Human beings are “super-cooperators,” the only species on the planet that can form cohesive teams out of non-siblings. Part of our evolved mental toolkit for teamwork is our ability to make something sacred—a rock, a tree, a flag, a person or a principle—and then circle around it, literally or figuratively. It’s not just religions that do this. Sports teams, fraternities, political parties and nations at war all enhance their cohesiveness by generating heroes, taboos and pledges to uphold certain ideals or commitments.

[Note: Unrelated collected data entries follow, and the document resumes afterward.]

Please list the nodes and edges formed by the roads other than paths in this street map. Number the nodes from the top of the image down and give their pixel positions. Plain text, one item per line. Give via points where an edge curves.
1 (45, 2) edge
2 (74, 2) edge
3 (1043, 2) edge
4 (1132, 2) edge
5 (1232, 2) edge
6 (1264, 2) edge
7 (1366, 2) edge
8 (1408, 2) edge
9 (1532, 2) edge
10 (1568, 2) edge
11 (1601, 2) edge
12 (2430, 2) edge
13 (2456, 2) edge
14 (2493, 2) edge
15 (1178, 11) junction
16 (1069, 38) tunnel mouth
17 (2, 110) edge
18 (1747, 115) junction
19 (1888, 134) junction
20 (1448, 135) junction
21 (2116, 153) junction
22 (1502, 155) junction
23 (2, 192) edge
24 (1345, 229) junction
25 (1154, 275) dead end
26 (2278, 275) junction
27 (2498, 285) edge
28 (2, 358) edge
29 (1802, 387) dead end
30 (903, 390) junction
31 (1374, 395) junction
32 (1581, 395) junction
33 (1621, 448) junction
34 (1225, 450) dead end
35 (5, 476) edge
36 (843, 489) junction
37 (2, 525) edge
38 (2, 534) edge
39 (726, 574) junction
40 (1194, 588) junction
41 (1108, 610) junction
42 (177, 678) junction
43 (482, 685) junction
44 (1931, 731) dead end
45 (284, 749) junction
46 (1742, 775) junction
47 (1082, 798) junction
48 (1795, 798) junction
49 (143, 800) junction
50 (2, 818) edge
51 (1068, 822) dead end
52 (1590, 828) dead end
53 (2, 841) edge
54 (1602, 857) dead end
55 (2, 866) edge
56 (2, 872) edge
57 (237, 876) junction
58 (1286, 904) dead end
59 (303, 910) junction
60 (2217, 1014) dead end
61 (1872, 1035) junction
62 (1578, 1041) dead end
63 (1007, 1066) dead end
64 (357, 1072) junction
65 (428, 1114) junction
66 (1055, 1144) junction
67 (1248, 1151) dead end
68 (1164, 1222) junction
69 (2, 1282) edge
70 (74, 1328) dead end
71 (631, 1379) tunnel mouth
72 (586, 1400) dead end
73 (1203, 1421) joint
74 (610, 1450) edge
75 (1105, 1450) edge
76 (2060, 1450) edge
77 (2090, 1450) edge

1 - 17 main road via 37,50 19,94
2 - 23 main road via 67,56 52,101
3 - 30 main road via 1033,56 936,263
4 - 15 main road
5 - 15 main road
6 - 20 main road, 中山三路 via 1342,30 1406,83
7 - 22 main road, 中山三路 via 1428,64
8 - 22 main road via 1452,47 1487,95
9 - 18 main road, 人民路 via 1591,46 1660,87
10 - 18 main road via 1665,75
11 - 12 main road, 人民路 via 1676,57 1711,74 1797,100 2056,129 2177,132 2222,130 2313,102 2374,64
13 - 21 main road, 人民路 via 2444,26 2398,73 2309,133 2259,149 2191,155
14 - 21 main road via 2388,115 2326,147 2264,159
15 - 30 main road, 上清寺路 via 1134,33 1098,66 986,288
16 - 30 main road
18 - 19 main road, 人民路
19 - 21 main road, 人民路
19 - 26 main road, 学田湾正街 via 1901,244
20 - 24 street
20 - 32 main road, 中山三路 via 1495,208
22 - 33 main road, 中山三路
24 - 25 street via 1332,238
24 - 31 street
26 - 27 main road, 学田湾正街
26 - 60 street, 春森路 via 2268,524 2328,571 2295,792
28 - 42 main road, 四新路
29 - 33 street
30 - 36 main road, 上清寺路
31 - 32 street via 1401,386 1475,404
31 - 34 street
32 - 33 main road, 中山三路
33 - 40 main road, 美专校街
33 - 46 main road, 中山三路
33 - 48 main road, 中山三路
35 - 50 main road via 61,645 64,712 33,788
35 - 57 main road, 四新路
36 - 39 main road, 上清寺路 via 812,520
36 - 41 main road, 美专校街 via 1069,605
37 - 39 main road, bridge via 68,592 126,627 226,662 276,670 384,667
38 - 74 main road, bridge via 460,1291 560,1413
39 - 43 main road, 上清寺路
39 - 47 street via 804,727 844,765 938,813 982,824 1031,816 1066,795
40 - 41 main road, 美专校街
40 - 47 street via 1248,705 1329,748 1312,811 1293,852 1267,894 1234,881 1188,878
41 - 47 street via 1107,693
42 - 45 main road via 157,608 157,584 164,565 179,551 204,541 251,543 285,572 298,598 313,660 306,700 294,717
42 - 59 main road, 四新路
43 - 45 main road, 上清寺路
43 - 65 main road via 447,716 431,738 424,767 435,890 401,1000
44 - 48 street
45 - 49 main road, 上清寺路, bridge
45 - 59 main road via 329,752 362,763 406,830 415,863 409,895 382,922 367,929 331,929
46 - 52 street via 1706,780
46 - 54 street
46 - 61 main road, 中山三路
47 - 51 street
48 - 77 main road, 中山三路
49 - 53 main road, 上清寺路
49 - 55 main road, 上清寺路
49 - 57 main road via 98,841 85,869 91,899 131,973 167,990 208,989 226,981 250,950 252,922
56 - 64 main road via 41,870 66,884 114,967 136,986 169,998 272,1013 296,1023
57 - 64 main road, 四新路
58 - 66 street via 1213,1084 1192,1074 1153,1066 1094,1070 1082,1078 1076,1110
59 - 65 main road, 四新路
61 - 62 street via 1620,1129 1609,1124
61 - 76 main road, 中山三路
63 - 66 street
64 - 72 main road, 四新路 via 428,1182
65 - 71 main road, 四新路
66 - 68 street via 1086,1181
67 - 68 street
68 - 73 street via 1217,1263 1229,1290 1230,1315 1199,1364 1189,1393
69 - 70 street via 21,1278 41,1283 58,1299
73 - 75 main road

But the psychology of sacredness makes it harder for negotiators to execute tradeoffs in a utilitarian way. When the Republican presidential candidates all said they would walk away from a deal that offered 10 dollars of spending cuts for each dollar of tax increases, they revealed that tax increases had become a form of sacrilege for the Republican Party—though the recent moves by several Republicans to disavow Grover Norquist’s tax pledge suggest this might be changing.
Sharing moral commitments helps teams to function cohesively, but it also blinds them to reality. They select arguments and narratives that support their preferred policies while denying facts that threaten or contradict their commitments. They sometimes vote for symbolism over substance, even when it harms their material interests or long-term goals. High-stakes negotiations are hard enough, but when sacred values are in play, the odds of success go way down. (Just ask the Israelis and Palestinians.)
So what can our political leaders do to convince their supporters to accept a deal averting the fiscal cliff?
First, they should negotiate—and describe their progress—only in terms of overall packages of options across spending and revenues. Taken alone, any single issue such as tax rates is likely to trigger diametrically opposed responses and invocations of moral duties. Yet taken together, each side can find specific moral victories. In this case, that could be reining in the growth of government, for Republicans, and making taxes more progressive, for Democrats.
Second, they should jointly call for shared sacrifice. When Winston Churchill became prime minister in 1940, he told Britons that he had nothing to offer except “blood, toil, tears and sweat.” In doing so he activated a powerful psychological mechanism that makes people willing to bear burdens and pay costs when the group’s survival is at stake, and when everyone is called on to pull together as a team.